The math abilities of large language models can represent their abstract reasoning ability. In this paper, we introduce and open-source our math reasoning LLMs InternLM-Math which is continue pre-trained from InternLM2. We unify chain-of-thought reasoning, reward modeling, formal reasoning, data augmentation, and code interpreter in a unified seq2seq format and supervise our model to be a versatile math reasoner, verifier, prover, and augmenter. These abilities can be used to develop the next math LLMs or self-iteration. InternLM-Math obtains open-sourced state-of-the-art performance under the setting of in-context learning, supervised fine-tuning, and code-assisted reasoning in various informal and formal benchmarks including GSM8K, MATH, Hungary math exam, MathBench-ZH, and MiniF2F. Our pre-trained model achieves 30.3 on the MiniF2F test set without fine-tuning. We further explore how to use LEAN to solve math problems and study its performance under the setting of multi-task learning which shows the possibility of using LEAN as a unified platform for solving and proving in math. Our models, codes, and data are released at \url{https://github.com/InternLM/InternLM-Math}.

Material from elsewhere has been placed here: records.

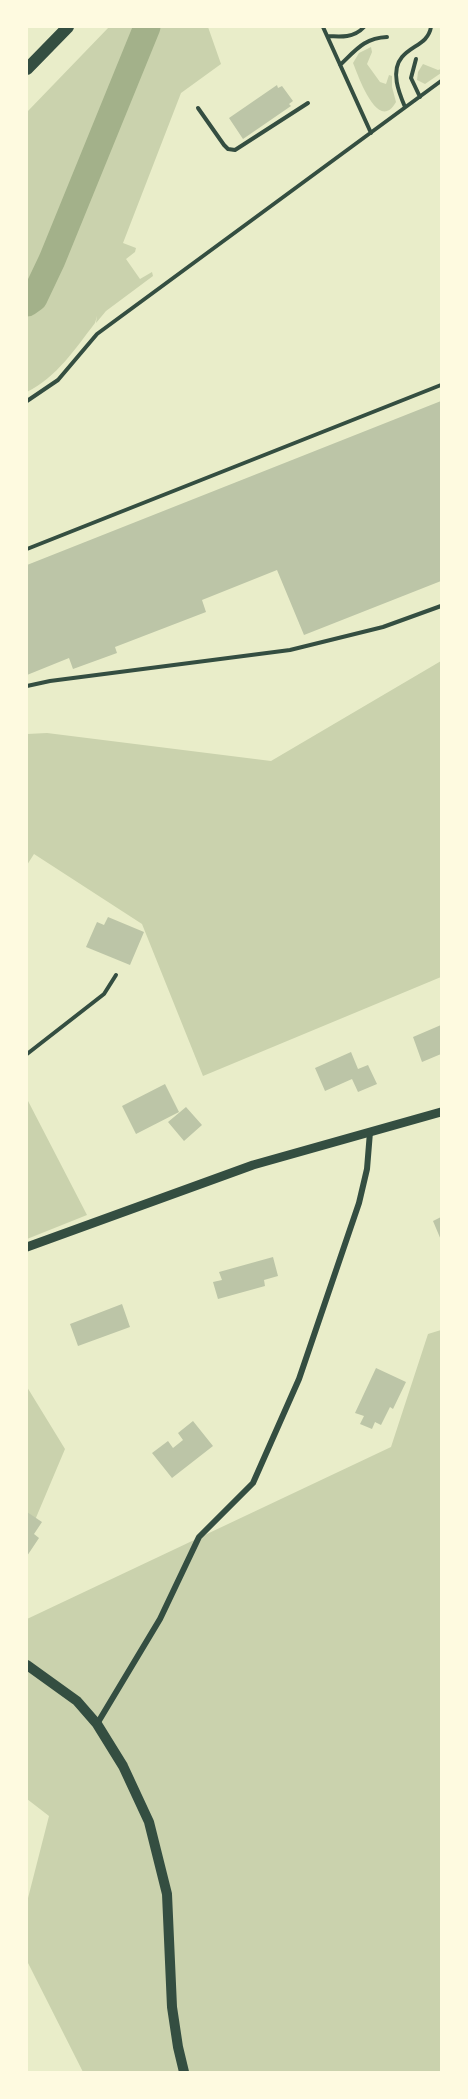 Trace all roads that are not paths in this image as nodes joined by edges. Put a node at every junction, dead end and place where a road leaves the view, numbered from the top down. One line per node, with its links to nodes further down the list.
1 (68, 27): 9 (highway)
2 (323, 27): 5 (lane)
3 (364, 27): 5 (lane)
4 (431, 27): 13 (lane)
5 (327, 36): 8 (lane)
6 (387, 36): 8 (lane)
7 (416, 59): 11 (lane)
8 (340, 65): 15 (lane)
9 (27, 69)
10 (441, 81): 11 (lane)
11 (420, 97): 13 (lane)
12 (308, 103): 14 (lane)
13 (405, 107): 15 (lane)
14 (198, 108)
15 (371, 133): 17 (lane)
16 (441, 385): 18 (lane)
17 (27, 401)
18 (27, 549)
19 (441, 606): 20 (lane)
20 (27, 686)
21 (116, 975): 22 (lane)
22 (27, 1054)
23 (441, 1112): 24 (street)
24 (370, 1132): 25 (street); 27 (street)
25 (27, 1247)
26 (27, 1665): 27 (main road)
27 (97, 1724): 28 (main road)
28 (184, 2072)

翻译：大语言模型的数学能力可体现其抽象推理能力。本文介绍并开源了我们的数学推理大语言模型InternLM-Math，该模型基于InternLM2进行持续预训练。我们将思维链推理、奖励建模、形式推理、数据增强与代码解释器统一于序列到序列格式中，通过监督训练使模型成为通用的数学推理器、验证器、证明器与增强器。这些能力可用于开发下一代数学大语言模型或实现自我迭代。在上下文学习、监督微调及代码辅助推理的设置下，InternLM-Math在GSM8K、MATH、匈牙利数学考试、MathBench-ZH和MiniF2F等多种非形式与形式基准测试中均取得了开源模型中的最优性能。我们的预训练模型在未经微调的情况下，于MiniF2F测试集上达到30.3分。我们进一步探索了如何利用LEAN解决数学问题，并研究了其在多任务学习设置下的性能，这展现了使用LEAN作为数学求解与证明统一平台的可能性。我们的模型、代码与数据已发布于\url{https://github.com/InternLM/InternLM-Math}。